I want to do some exact matching of the list value and get the corresponding key of map.

Like example: I want to check if 'testValue9' is in this Map then I will get the key 'testKey3'.

I think it could be solvable by this way but I can't iterate through list's value to check the value is there or not. Or could someone please give me some hints.

myMap foreach {
          case (key, List(_)) => println( key )
          case _ =>    
        }

Upvotes: 1

Views: 3886

Answers (4)

Tim
Tim

Reputation: 27356

If you are trying to find a single value in a Map you can use find:

  myMap.find(_._2.contains(value)).map(_._1)

This will return Some(key) if the value is found, otherwise None.

If you think there may be multiple matching values, you can replace find with filter

  myMap.filter(_._2.contains(value)).map(_._1)

or use collect

  myMap.collect{ case (k, v) if v.contains(value) =>  k }

In both cases this will return a list of all matching keys and will depend on how Map is implemented.

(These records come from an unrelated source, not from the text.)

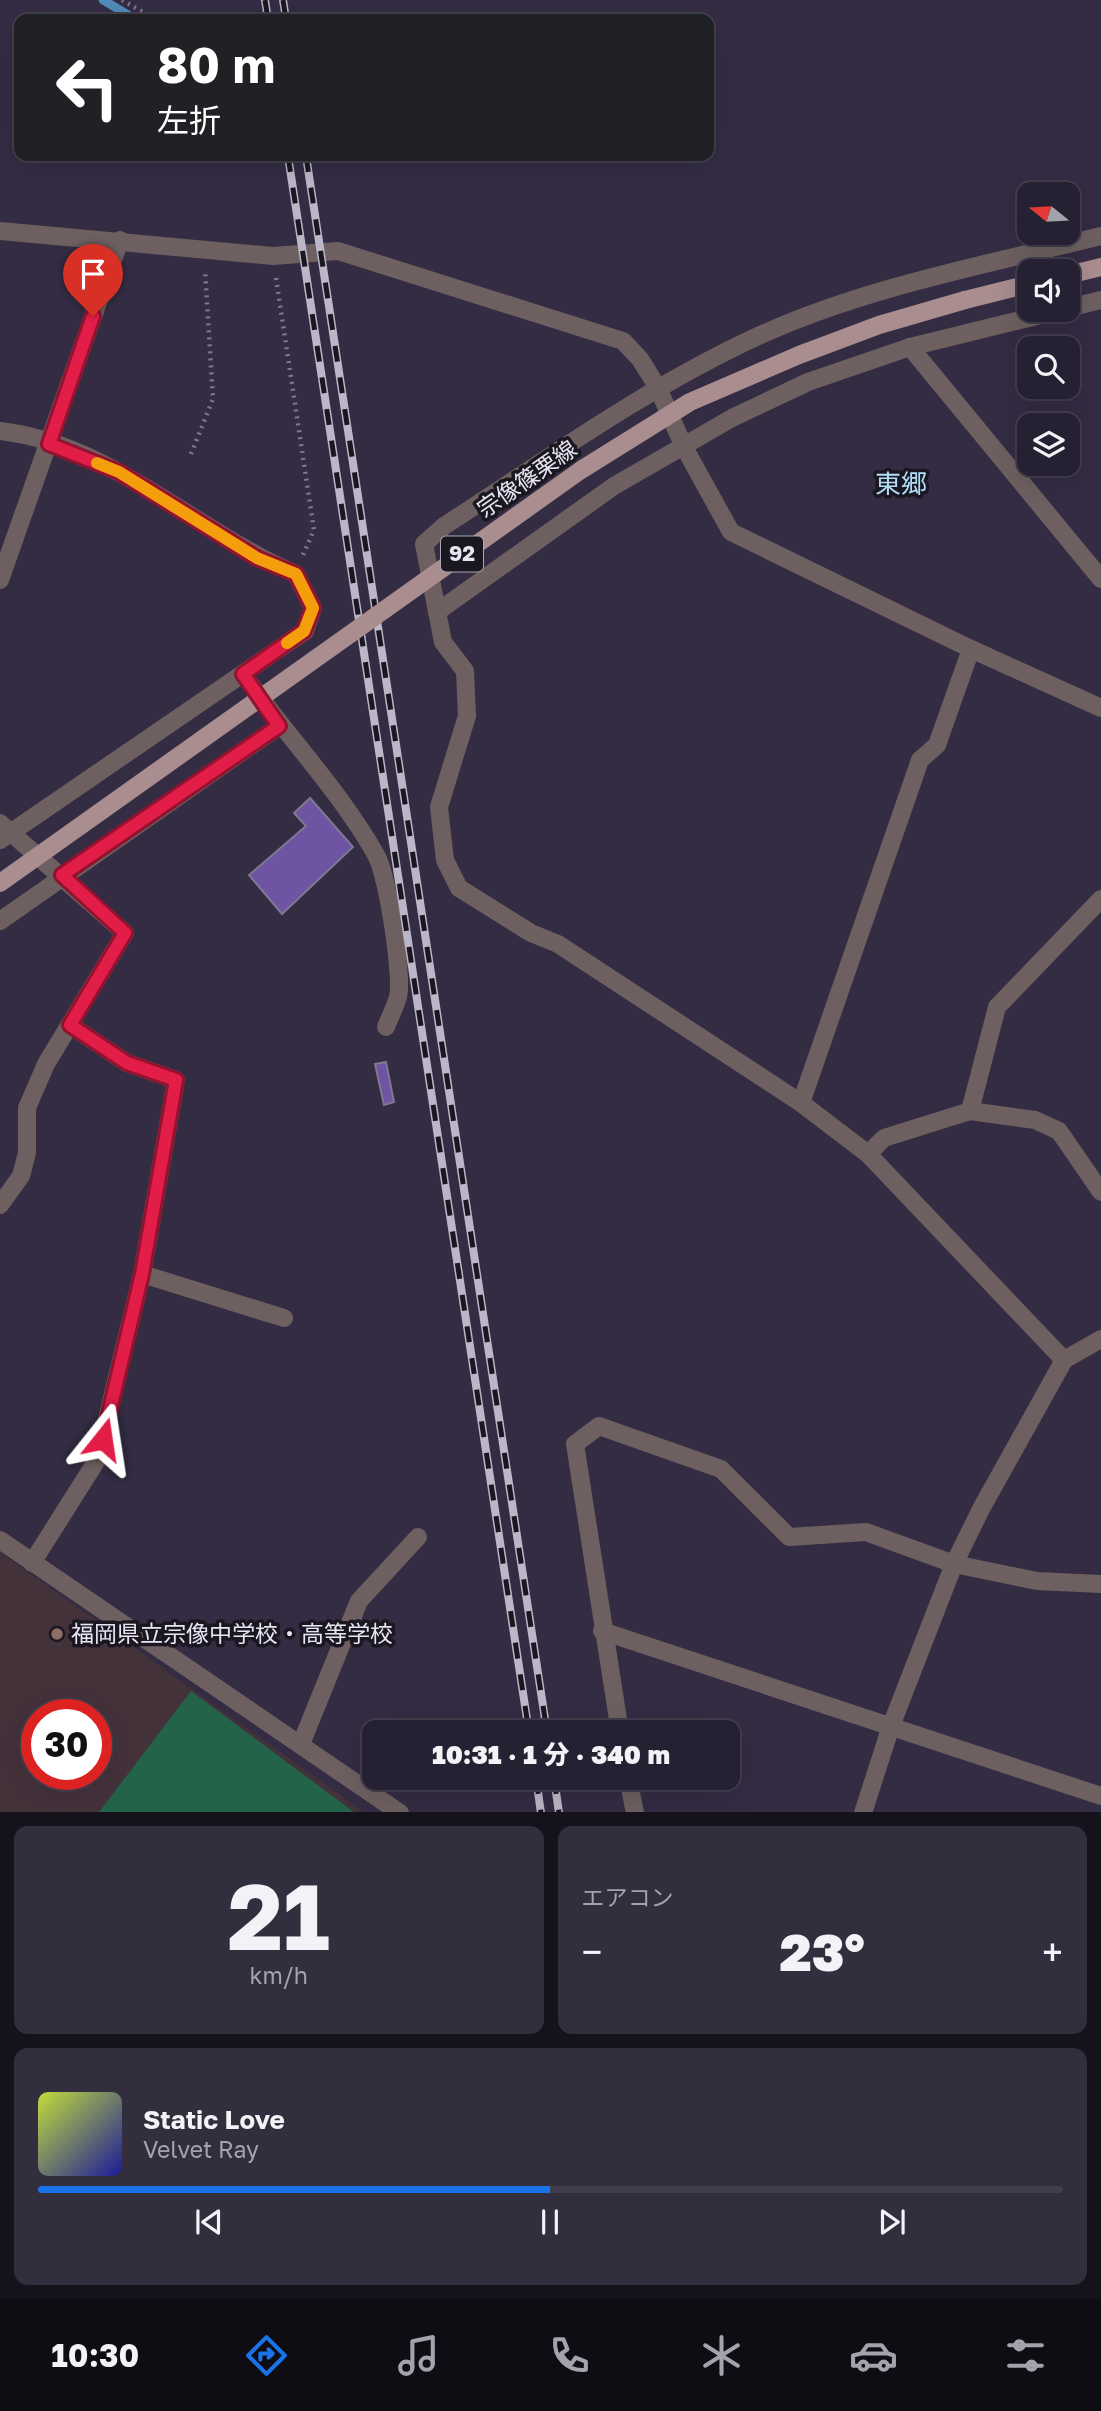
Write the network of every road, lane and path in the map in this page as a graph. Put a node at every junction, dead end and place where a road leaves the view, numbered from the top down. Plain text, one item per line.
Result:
1 (122, 0) edge
2 (146, 14) edge
3 (0, 231) edge
4 (1101, 236) edge
5 (120, 240) junction
6 (203, 248) junction
7 (273, 256) junction
8 (1101, 267) edge
9 (1080, 272) edge
10 (1017, 287) edge
11 (1101, 300) edge
12 (1080, 305) edge
13 (1017, 321) edge
14 (910, 347) junction
15 (658, 388) junction
16 (0, 432) edge
17 (49, 444) junction
18 (684, 447) junction
19 (191, 454) dead end
20 (296, 574) junction
21 (1101, 579) edge
22 (0, 580) edge
23 (437, 612) junction
24 (971, 649) junction
25 (243, 674) junction
26 (1101, 708) edge
27 (279, 726) junction
28 (4, 831) edge
29 (62, 875) junction
30 (0, 883) edge
31 (1101, 899) edge
32 (0, 921) edge
33 (70, 1025) junction
34 (386, 1027) dead end
35 (801, 1103) junction
36 (970, 1111) junction
37 (868, 1154) junction
38 (1101, 1192) edge
39 (0, 1205) edge
40 (142, 1274) junction
41 (284, 1318) dead end
42 (1101, 1339) edge
43 (1064, 1360) junction
44 (418, 1537) dead end
45 (0, 1540) edge
46 (32, 1563) junction
47 (954, 1564) junction
48 (1101, 1584) edge
49 (602, 1631) junction
50 (618, 1720) edge
51 (891, 1726) junction
52 (301, 1744) junction
53 (630, 1790) edge
54 (1101, 1796) edge
55 (400, 1812) edge
56 (635, 1812) edge
57 (863, 1812) edge

1 - 2 path
3 - 5 street
4 - 15 street
5 - 6 street
5 - 17 street
6 - 7 street
6 - 19 path
7 - 15 street
7 - 20 path
8 - 9 main road
10 - 30 main road, 宗像篠栗線 / 92, bridge
11 - 12 street
13 - 14 street
14 - 18 street
14 - 21 street
15 - 18 street
15 - 23 street
16 - 17 street
17 - 20 street
17 - 22 street
18 - 23 street
18 - 24 street
20 - 25 street
23 - 35 street
24 - 26 street
24 - 35 street
25 - 27 street
25 - 28 street
27 - 29 street
27 - 34 street
28 - 29 street
29 - 32 street
29 - 33 street
31 - 36 street
33 - 39 street
33 - 40 street
35 - 37 street
36 - 37 street
36 - 38 street
37 - 43 street
40 - 41 street
40 - 46 street
42 - 43 street
43 - 47 street
44 - 52 street
45 - 46 street
46 - 52 street
47 - 48 street
47 - 49 street
47 - 51 street
49 - 50 street
49 - 51 street
51 - 54 street
51 - 57 street
52 - 55 street
53 - 56 street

Note that the filter option can be expressed using a for expression, which does exactly the same thing:

  for { (k,v) <- myMap if v.contains(value) } yield k

In most cases it is just a question of style as to which is better, though the collect is likely to perform best.

Update

Raman Mishra helpfully points out that the filter version can be simplified to

myMap.filter(_._2.contains(value)).keys

This returns Set rather than List which is more appropriate because the order is not significant.

Upvotes: 3

Raman Mishra
Raman Mishra

Reputation: 2686

you want to do this i think:

Assuming Key is String and the value is List[String]

val keyContainsValue: immutable.Iterable[String] = myMap map {
    case (key, value) => if (value.contains(testValue9)) key else ""
  }

you can use empty string as the defalut value so that you can get the return type as iterable[String].

As i don't know the type of your key and value you can use option too. For that purpose like this.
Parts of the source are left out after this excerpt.